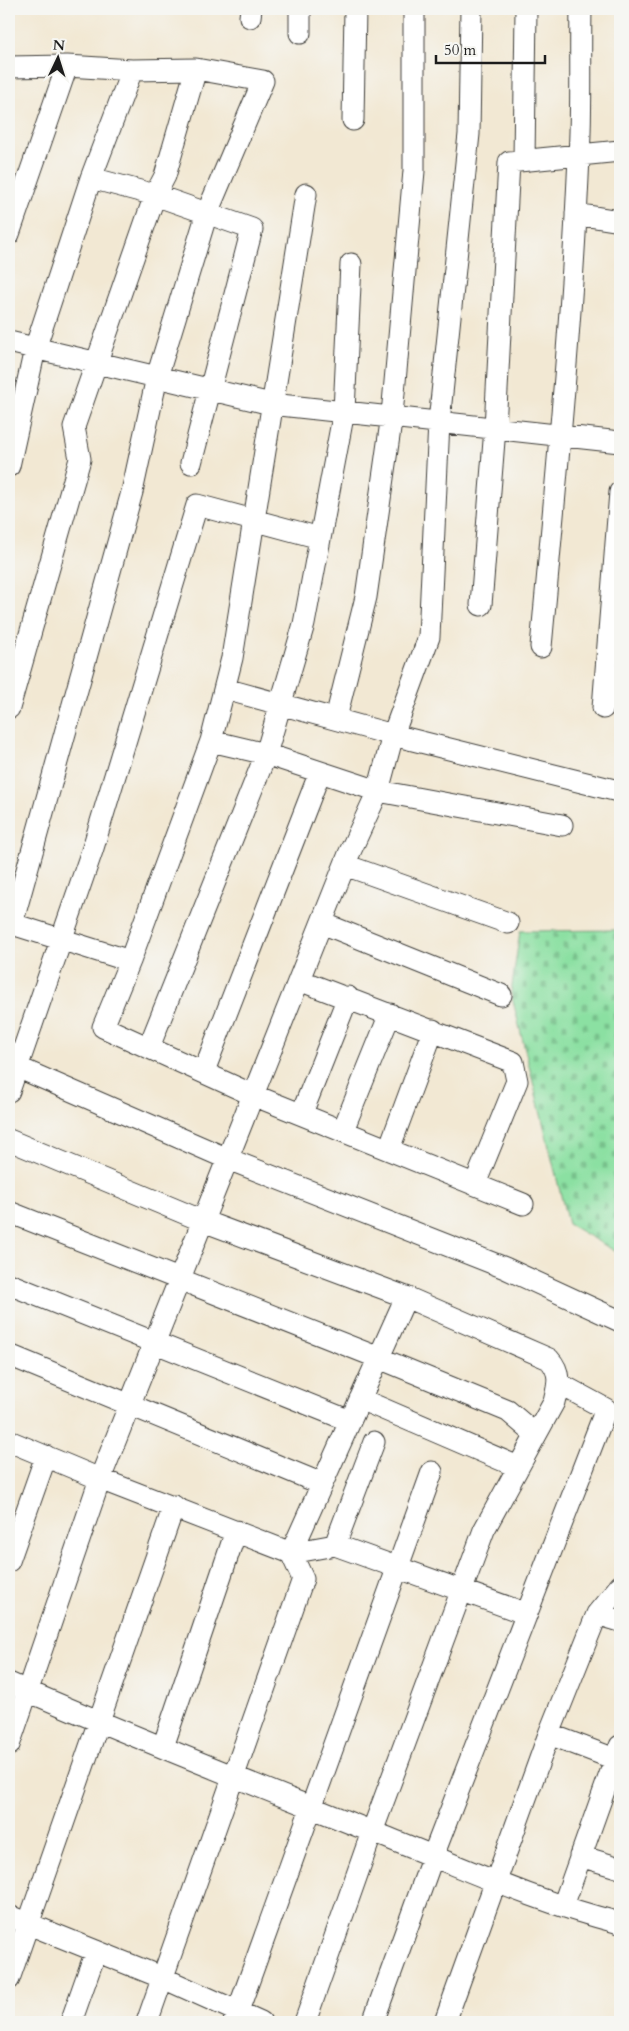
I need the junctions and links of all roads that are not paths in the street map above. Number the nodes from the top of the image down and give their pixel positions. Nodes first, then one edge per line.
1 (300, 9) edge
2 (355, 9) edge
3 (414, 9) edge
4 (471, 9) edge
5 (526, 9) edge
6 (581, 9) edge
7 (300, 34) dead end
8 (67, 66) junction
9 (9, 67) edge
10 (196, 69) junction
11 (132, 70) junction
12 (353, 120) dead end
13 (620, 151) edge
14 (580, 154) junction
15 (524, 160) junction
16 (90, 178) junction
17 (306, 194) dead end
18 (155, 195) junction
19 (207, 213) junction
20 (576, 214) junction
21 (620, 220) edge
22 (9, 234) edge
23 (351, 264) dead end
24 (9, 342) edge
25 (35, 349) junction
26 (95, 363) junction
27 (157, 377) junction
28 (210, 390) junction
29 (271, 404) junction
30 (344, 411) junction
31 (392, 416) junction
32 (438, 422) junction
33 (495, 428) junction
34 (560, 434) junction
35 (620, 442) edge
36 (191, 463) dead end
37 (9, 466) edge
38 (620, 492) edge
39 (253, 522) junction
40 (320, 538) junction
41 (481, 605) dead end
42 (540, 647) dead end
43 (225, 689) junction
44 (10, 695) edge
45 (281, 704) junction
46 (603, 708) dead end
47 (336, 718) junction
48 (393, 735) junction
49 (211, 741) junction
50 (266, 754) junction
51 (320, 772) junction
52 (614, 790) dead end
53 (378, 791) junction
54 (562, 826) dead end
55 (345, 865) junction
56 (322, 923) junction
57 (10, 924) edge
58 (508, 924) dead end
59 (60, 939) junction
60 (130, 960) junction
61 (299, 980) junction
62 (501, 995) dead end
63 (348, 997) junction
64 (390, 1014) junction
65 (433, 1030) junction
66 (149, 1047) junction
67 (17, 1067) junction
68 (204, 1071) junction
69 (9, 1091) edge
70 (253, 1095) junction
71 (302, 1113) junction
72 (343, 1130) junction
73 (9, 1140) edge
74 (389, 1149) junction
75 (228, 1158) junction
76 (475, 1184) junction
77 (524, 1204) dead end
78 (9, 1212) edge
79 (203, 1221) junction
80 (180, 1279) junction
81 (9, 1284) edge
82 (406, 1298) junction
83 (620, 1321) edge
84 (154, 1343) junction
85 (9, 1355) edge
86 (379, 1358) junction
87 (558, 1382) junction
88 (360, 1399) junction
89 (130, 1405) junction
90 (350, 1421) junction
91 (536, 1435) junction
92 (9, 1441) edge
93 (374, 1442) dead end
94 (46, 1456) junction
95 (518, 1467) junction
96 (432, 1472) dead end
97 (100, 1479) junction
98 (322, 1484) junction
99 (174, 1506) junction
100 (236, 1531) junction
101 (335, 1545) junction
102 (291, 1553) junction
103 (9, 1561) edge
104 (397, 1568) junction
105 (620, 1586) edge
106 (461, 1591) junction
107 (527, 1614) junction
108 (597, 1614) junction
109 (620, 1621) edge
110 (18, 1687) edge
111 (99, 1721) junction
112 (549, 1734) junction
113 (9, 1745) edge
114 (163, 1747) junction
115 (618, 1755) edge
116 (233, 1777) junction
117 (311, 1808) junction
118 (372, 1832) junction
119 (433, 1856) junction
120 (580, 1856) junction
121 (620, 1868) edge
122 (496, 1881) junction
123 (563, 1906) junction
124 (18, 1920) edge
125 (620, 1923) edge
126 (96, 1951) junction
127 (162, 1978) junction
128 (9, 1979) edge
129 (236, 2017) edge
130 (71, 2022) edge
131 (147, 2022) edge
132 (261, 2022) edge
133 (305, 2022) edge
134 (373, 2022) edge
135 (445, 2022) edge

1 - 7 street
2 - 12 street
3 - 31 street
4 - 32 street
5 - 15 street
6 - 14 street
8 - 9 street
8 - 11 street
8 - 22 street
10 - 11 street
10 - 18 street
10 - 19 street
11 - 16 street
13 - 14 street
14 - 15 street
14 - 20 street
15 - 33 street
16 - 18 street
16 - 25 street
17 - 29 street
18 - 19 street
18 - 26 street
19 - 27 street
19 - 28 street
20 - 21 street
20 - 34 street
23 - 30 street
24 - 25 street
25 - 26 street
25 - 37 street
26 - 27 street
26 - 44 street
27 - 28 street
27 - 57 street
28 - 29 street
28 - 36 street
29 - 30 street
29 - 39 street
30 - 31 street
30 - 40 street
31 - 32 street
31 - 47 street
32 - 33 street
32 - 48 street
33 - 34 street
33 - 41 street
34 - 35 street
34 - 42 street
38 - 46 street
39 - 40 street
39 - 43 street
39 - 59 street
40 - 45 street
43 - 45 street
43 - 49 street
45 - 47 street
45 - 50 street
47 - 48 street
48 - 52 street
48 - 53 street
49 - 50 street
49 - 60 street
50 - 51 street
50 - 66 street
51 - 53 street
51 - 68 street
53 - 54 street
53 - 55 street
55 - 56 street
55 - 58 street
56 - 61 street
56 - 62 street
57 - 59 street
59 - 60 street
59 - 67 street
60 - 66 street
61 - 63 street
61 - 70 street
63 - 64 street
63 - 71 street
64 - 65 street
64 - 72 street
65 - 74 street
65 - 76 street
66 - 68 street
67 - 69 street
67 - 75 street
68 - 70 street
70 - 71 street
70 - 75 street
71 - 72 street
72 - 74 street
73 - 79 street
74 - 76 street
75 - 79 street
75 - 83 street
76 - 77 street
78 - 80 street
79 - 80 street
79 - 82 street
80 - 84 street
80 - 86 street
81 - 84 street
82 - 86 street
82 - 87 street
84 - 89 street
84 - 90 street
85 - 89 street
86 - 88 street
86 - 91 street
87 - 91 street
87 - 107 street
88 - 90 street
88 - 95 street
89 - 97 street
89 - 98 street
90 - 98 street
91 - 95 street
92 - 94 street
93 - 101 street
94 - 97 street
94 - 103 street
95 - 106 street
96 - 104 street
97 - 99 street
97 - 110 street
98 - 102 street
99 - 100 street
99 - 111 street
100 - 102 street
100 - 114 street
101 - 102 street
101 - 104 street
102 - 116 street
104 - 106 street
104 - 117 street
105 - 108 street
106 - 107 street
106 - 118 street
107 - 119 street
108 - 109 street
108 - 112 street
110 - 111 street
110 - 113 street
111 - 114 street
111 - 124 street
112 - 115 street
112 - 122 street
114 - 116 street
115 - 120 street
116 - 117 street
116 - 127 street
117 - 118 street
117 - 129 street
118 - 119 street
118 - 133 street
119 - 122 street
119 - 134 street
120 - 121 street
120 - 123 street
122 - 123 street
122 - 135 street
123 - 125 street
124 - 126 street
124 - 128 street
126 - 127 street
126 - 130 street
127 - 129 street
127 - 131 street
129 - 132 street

PROBLEM STATEMENT: In repeating the entries, exclude the pictures and alter nothing else.

COMPLETED EXERCISE:
I need the junctions and links of all roads that are not paths in the street map above. Number the nodes from the top of the image down and give their pixel positions. Nodes first, then one edge per line.
1 (300, 9) edge
2 (355, 9) edge
3 (414, 9) edge
4 (471, 9) edge
5 (526, 9) edge
6 (581, 9) edge
7 (300, 34) dead end
8 (67, 66) junction
9 (9, 67) edge
10 (196, 69) junction
11 (132, 70) junction
12 (353, 120) dead end
13 (620, 151) edge
14 (580, 154) junction
15 (524, 160) junction
16 (90, 178) junction
17 (306, 194) dead end
18 (155, 195) junction
19 (207, 213) junction
20 (576, 214) junction
21 (620, 220) edge
22 (9, 234) edge
23 (351, 264) dead end
24 (9, 342) edge
25 (35, 349) junction
26 (95, 363) junction
27 (157, 377) junction
28 (210, 390) junction
29 (271, 404) junction
30 (344, 411) junction
31 (392, 416) junction
32 (438, 422) junction
33 (495, 428) junction
34 (560, 434) junction
35 (620, 442) edge
36 (191, 463) dead end
37 (9, 466) edge
38 (620, 492) edge
39 (253, 522) junction
40 (320, 538) junction
41 (481, 605) dead end
42 (540, 647) dead end
43 (225, 689) junction
44 (10, 695) edge
45 (281, 704) junction
46 (603, 708) dead end
47 (336, 718) junction
48 (393, 735) junction
49 (211, 741) junction
50 (266, 754) junction
51 (320, 772) junction
52 (614, 790) dead end
53 (378, 791) junction
54 (562, 826) dead end
55 (345, 865) junction
56 (322, 923) junction
57 (10, 924) edge
58 (508, 924) dead end
59 (60, 939) junction
60 (130, 960) junction
61 (299, 980) junction
62 (501, 995) dead end
63 (348, 997) junction
64 (390, 1014) junction
65 (433, 1030) junction
66 (149, 1047) junction
67 (17, 1067) junction
68 (204, 1071) junction
69 (9, 1091) edge
70 (253, 1095) junction
71 (302, 1113) junction
72 (343, 1130) junction
73 (9, 1140) edge
74 (389, 1149) junction
75 (228, 1158) junction
76 (475, 1184) junction
77 (524, 1204) dead end
78 (9, 1212) edge
79 (203, 1221) junction
80 (180, 1279) junction
81 (9, 1284) edge
82 (406, 1298) junction
83 (620, 1321) edge
84 (154, 1343) junction
85 (9, 1355) edge
86 (379, 1358) junction
87 (558, 1382) junction
88 (360, 1399) junction
89 (130, 1405) junction
90 (350, 1421) junction
91 (536, 1435) junction
92 (9, 1441) edge
93 (374, 1442) dead end
94 (46, 1456) junction
95 (518, 1467) junction
96 (432, 1472) dead end
97 (100, 1479) junction
98 (322, 1484) junction
99 (174, 1506) junction
100 (236, 1531) junction
101 (335, 1545) junction
102 (291, 1553) junction
103 (9, 1561) edge
104 (397, 1568) junction
105 (620, 1586) edge
106 (461, 1591) junction
107 (527, 1614) junction
108 (597, 1614) junction
109 (620, 1621) edge
110 (18, 1687) edge
111 (99, 1721) junction
112 (549, 1734) junction
113 (9, 1745) edge
114 (163, 1747) junction
115 (618, 1755) edge
116 (233, 1777) junction
117 (311, 1808) junction
118 (372, 1832) junction
119 (433, 1856) junction
120 (580, 1856) junction
121 (620, 1868) edge
122 (496, 1881) junction
123 (563, 1906) junction
124 (18, 1920) edge
125 (620, 1923) edge
126 (96, 1951) junction
127 (162, 1978) junction
128 (9, 1979) edge
129 (236, 2017) edge
130 (71, 2022) edge
131 (147, 2022) edge
132 (261, 2022) edge
133 (305, 2022) edge
134 (373, 2022) edge
135 (445, 2022) edge

1 - 7 street
2 - 12 street
3 - 31 street
4 - 32 street
5 - 15 street
6 - 14 street
8 - 9 street
8 - 11 street
8 - 22 street
10 - 11 street
10 - 18 street
10 - 19 street
11 - 16 street
13 - 14 street
14 - 15 street
14 - 20 street
15 - 33 street
16 - 18 street
16 - 25 street
17 - 29 street
18 - 19 street
18 - 26 street
19 - 27 street
19 - 28 street
20 - 21 street
20 - 34 street
23 - 30 street
24 - 25 street
25 - 26 street
25 - 37 street
26 - 27 street
26 - 44 street
27 - 28 street
27 - 57 street
28 - 29 street
28 - 36 street
29 - 30 street
29 - 39 street
30 - 31 street
30 - 40 street
31 - 32 street
31 - 47 street
32 - 33 street
32 - 48 street
33 - 34 street
33 - 41 street
34 - 35 street
34 - 42 street
38 - 46 street
39 - 40 street
39 - 43 street
39 - 59 street
40 - 45 street
43 - 45 street
43 - 49 street
45 - 47 street
45 - 50 street
47 - 48 street
48 - 52 street
48 - 53 street
49 - 50 street
49 - 60 street
50 - 51 street
50 - 66 street
51 - 53 street
51 - 68 street
53 - 54 street
53 - 55 street
55 - 56 street
55 - 58 street
56 - 61 street
56 - 62 street
57 - 59 street
59 - 60 street
59 - 67 street
60 - 66 street
61 - 63 street
61 - 70 street
63 - 64 street
63 - 71 street
64 - 65 street
64 - 72 street
65 - 74 street
65 - 76 street
66 - 68 street
67 - 69 street
67 - 75 street
68 - 70 street
70 - 71 street
70 - 75 street
71 - 72 street
72 - 74 street
73 - 79 street
74 - 76 street
75 - 79 street
75 - 83 street
76 - 77 street
78 - 80 street
79 - 80 street
79 - 82 street
80 - 84 street
80 - 86 street
81 - 84 street
82 - 86 street
82 - 87 street
84 - 89 street
84 - 90 street
85 - 89 street
86 - 88 street
86 - 91 street
87 - 91 street
87 - 107 street
88 - 90 street
88 - 95 street
89 - 97 street
89 - 98 street
90 - 98 street
91 - 95 street
92 - 94 street
93 - 101 street
94 - 97 street
94 - 103 street
95 - 106 street
96 - 104 street
97 - 99 street
97 - 110 street
98 - 102 street
99 - 100 street
99 - 111 street
100 - 102 street
100 - 114 street
101 - 102 street
101 - 104 street
102 - 116 street
104 - 106 street
104 - 117 street
105 - 108 street
106 - 107 street
106 - 118 street
107 - 119 street
108 - 109 street
108 - 112 street
110 - 111 street
110 - 113 street
111 - 114 street
111 - 124 street
112 - 115 street
112 - 122 street
114 - 116 street
115 - 120 street
116 - 117 street
116 - 127 street
117 - 118 street
117 - 129 street
118 - 119 street
118 - 133 street
119 - 122 street
119 - 134 street
120 - 121 street
120 - 123 street
122 - 123 street
122 - 135 street
123 - 125 street
124 - 126 street
124 - 128 street
126 - 127 street
126 - 130 street
127 - 129 street
127 - 131 street
129 - 132 street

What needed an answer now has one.